Algunos sospechan que esos pequeños insectos robotizados son herramientas de alta tecnología militar dedicadas al espionaje que ha puesto en marcha el Departamento de Seguridad Nacional de la Administración de George W.Bush. Sin embargo, ninguna de las numerosas agencias de inteligencia que existen en EE.UU. ha informado del desarrollo de esta tecnología, aunque algunos miembros del Gobierno y de entidades privadas sí que admiten que están intentando desarrollar tales artefactos.

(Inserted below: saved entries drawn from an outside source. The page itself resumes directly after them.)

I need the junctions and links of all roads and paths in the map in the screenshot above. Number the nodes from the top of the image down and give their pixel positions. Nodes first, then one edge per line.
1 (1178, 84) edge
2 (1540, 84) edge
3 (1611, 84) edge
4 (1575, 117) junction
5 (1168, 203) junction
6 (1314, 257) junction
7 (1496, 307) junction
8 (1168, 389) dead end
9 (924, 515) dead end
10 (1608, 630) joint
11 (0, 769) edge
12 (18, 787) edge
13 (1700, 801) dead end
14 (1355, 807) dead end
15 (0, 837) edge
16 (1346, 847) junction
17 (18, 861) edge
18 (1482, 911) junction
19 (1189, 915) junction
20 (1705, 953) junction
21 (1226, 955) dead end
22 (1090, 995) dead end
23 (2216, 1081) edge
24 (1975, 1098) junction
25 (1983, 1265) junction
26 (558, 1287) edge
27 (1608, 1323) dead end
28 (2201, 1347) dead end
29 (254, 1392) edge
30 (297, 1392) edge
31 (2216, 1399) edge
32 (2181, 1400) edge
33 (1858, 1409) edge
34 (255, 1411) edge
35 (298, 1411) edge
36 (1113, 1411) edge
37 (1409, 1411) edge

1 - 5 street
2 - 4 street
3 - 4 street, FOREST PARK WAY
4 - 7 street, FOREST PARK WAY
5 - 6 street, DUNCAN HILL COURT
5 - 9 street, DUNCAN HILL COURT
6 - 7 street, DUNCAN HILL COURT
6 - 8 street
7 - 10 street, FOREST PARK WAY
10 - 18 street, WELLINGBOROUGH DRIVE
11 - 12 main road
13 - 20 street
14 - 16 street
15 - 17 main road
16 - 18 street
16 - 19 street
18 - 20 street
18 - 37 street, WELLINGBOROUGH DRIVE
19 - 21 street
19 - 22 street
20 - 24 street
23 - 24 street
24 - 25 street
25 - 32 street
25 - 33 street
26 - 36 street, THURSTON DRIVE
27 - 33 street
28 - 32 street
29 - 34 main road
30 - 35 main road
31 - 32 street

De hecho, algunos equipos están cultivando insectos vivos con chips en su interior, con el objetivo de poder controlar el rumbo de su vuelo a través de mecanismos remotos. Con estos insectos-robot se podría perseguir a sospechosos, guiar proyectiles hacia sus objetivos o explorar las ruinas de un edificio derruido en catástrofes naturales o grandes atentados. En todo caso, de momento y de forma oficial, los expertos aseguran que los retos tecnológicos que supone este tipo de creaciones son enormes y muchos dudan de la existencia de esas líbelulas robóticas.